◆ **Assigned task**:
Reproduce the full listing below exactly. Do not include the pictures.

[Start of section]

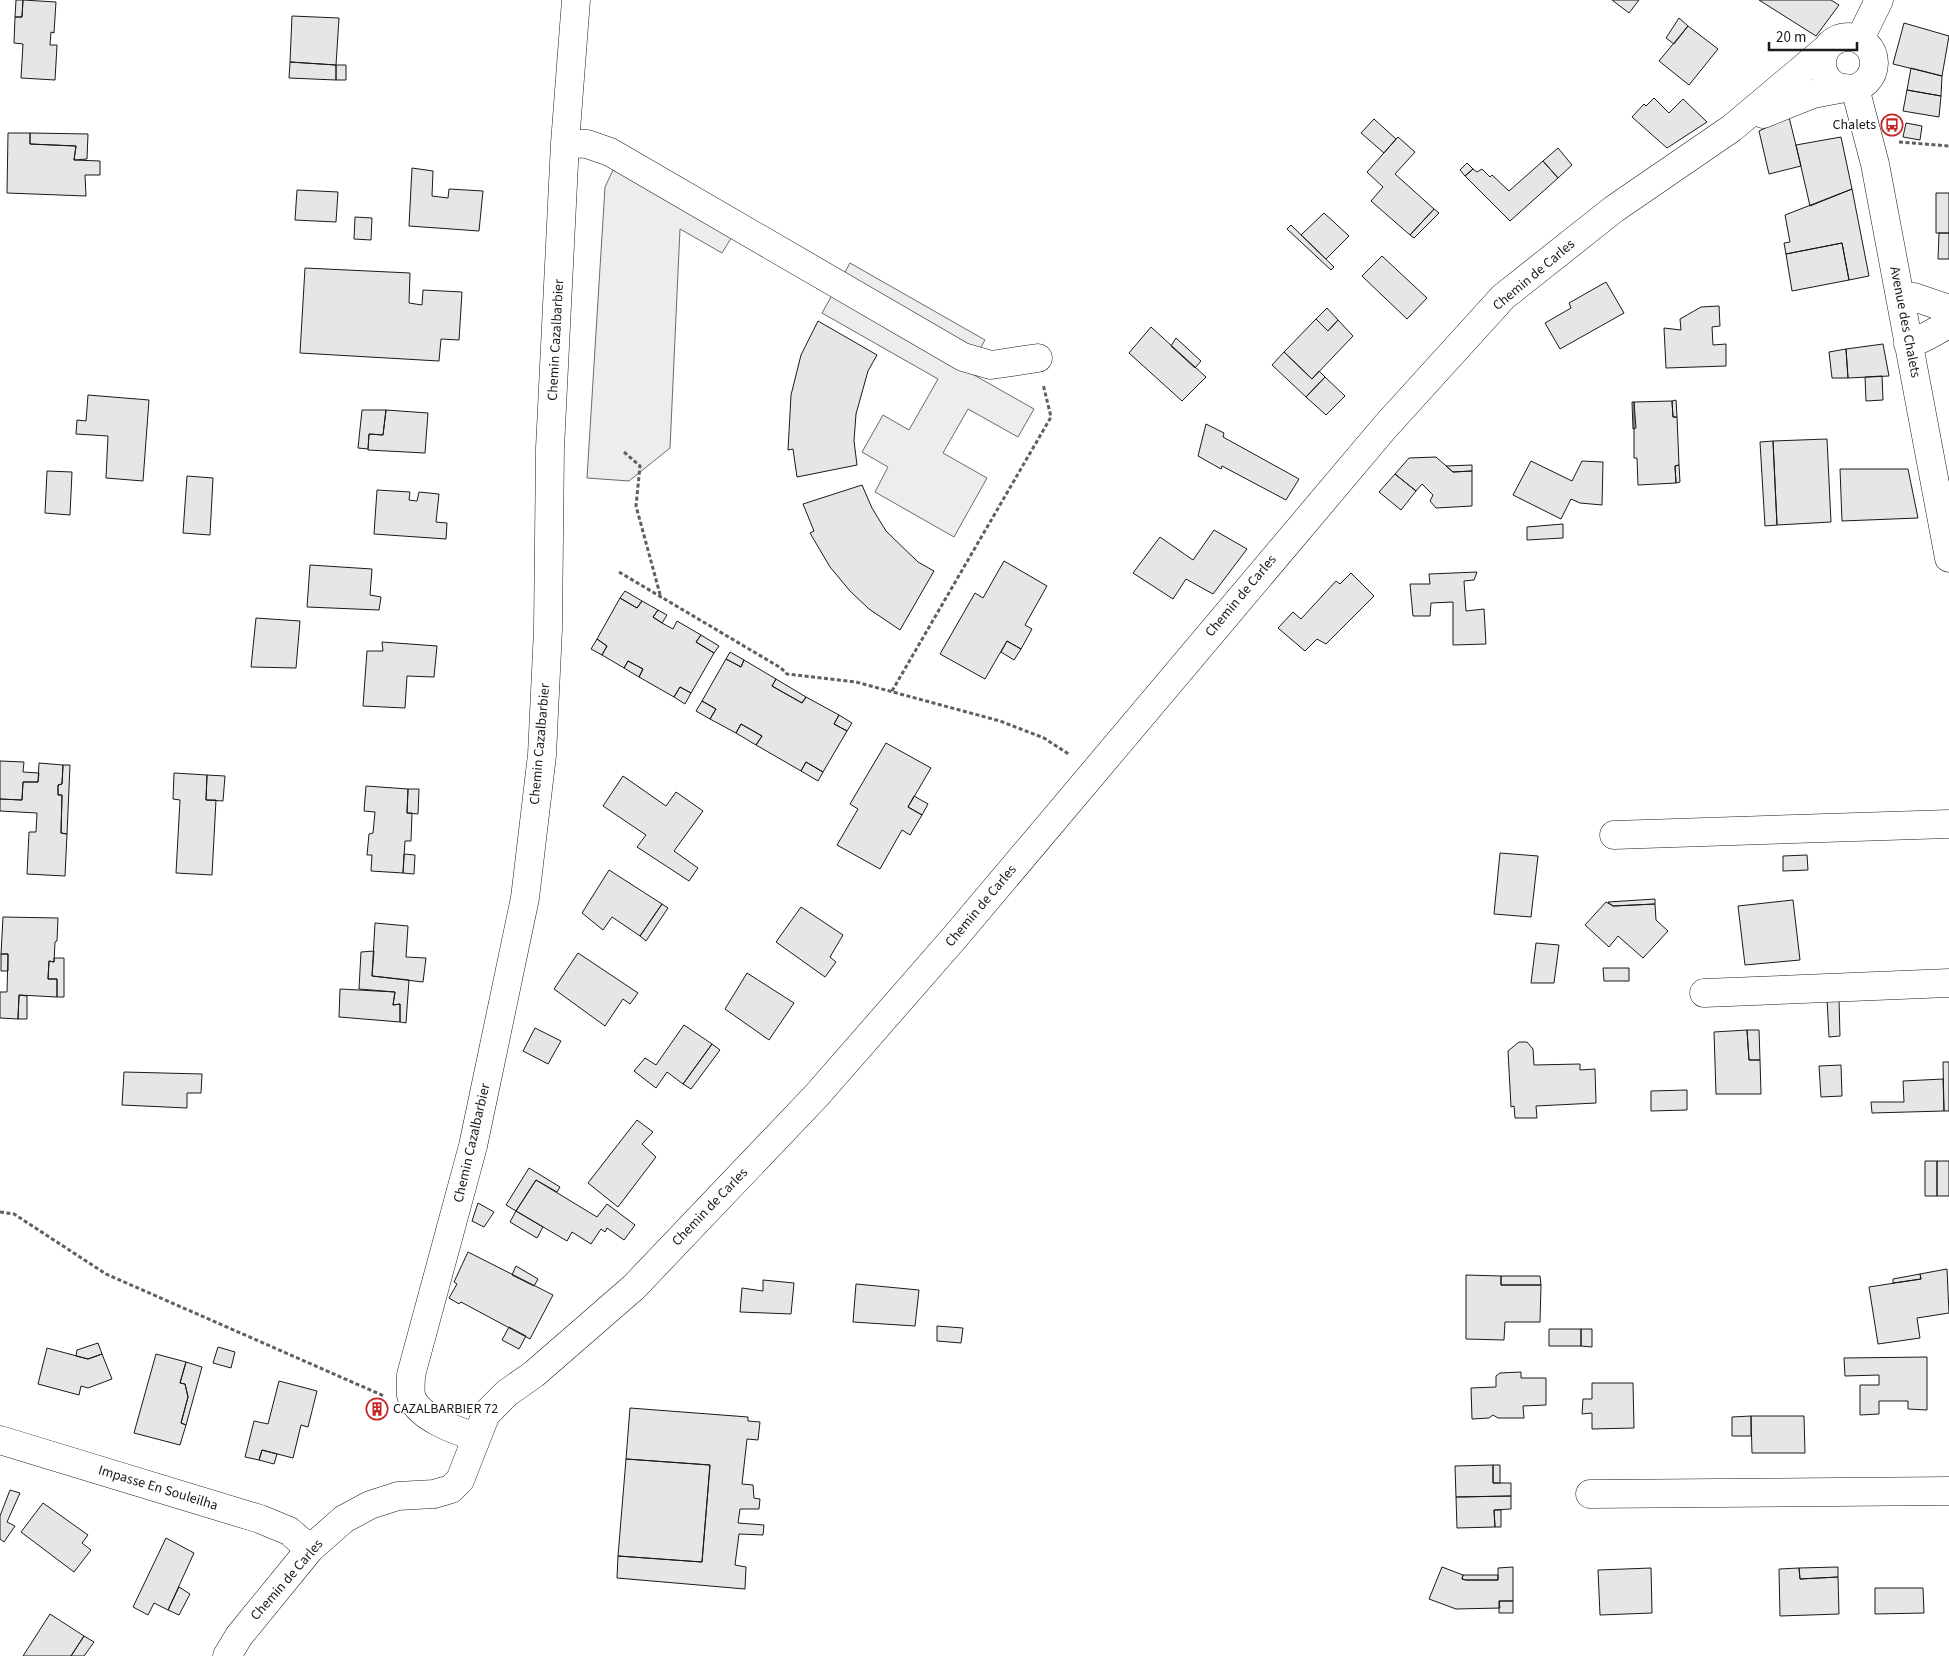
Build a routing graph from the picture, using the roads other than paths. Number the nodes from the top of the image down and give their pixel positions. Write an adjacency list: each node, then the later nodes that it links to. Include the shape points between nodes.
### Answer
1 (576, 0): 7 (street, Chemin Cazalbarbier)
2 (1879, 0): 3 (street)
3 (1860, 40): 4 (street, via 1841,37); 5 (street, via 1870,50 1873,65 1868,79)
4 (1826, 48): 5 (street, via 1821,62 1826,77 1837,86); 6 (street, Chemin de Carles)
5 (1850, 88): 6 (street, Chemin de Carles, via 1813,94); 8 (street, Avenue des Chalets, via 1875,164)
6 (1732, 128): 18 (street, Chemin de Carles, via 1614,209 1503,297 1385,427 955,938 817,1095 634,1287 486,1414)
7 (565, 143): 12 (street, via 587,144 610,152 963,356 991,365); 18 (street, Chemin Cazalbarbier, via 550,448 548,629 542,755 524,898 473,1146 411,1374 411,1396 426,1416)
8 (1900, 298): 9 (street, via 1914,297); 11 (street, Avenue des Chalets)
9 (1949, 309)
10 (1949, 324): 11 (street, via 1921,341)
11 (1908, 344): 13 (street, Avenue des Chalets)
12 (1038, 358)
13 (1949, 558)
14 (1949, 824): 15 (street)
15 (1614, 835)
16 (1949, 983): 17 (street)
17 (1704, 993)
18 (476, 1437): 22 (street, Chemin de Carles, via 467,1467 450,1489 434,1494 398,1496 370,1506 344,1519)
19 (0, 1440): 22 (street, Impasse En Souleilha, via 260,1519 289,1531)
20 (1949, 1491): 21 (street)
21 (1590, 1494)
22 (310, 1549): 23 (street, Chemin de Carles, via 239,1636)
23 (227, 1656)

[End of section]

◆ **Answer box**:
Build a routing graph from the picture, using the roads other than paths. Number the nodes from the top of the image down and give their pixel positions. Write an adjacency list: each node, then the later nodes that it links to. Include the shape points between nodes.
### Answer
1 (576, 0): 7 (street, Chemin Cazalbarbier)
2 (1879, 0): 3 (street)
3 (1860, 40): 4 (street, via 1841,37); 5 (street, via 1870,50 1873,65 1868,79)
4 (1826, 48): 5 (street, via 1821,62 1826,77 1837,86); 6 (street, Chemin de Carles)
5 (1850, 88): 6 (street, Chemin de Carles, via 1813,94); 8 (street, Avenue des Chalets, via 1875,164)
6 (1732, 128): 18 (street, Chemin de Carles, via 1614,209 1503,297 1385,427 955,938 817,1095 634,1287 486,1414)
7 (565, 143): 12 (street, via 587,144 610,152 963,356 991,365); 18 (street, Chemin Cazalbarbier, via 550,448 548,629 542,755 524,898 473,1146 411,1374 411,1396 426,1416)
8 (1900, 298): 9 (street, via 1914,297); 11 (street, Avenue des Chalets)
9 (1949, 309)
10 (1949, 324): 11 (street, via 1921,341)
11 (1908, 344): 13 (street, Avenue des Chalets)
12 (1038, 358)
13 (1949, 558)
14 (1949, 824): 15 (street)
15 (1614, 835)
16 (1949, 983): 17 (street)
17 (1704, 993)
18 (476, 1437): 22 (street, Chemin de Carles, via 467,1467 450,1489 434,1494 398,1496 370,1506 344,1519)
19 (0, 1440): 22 (street, Impasse En Souleilha, via 260,1519 289,1531)
20 (1949, 1491): 21 (street)
21 (1590, 1494)
22 (310, 1549): 23 (street, Chemin de Carles, via 239,1636)
23 (227, 1656)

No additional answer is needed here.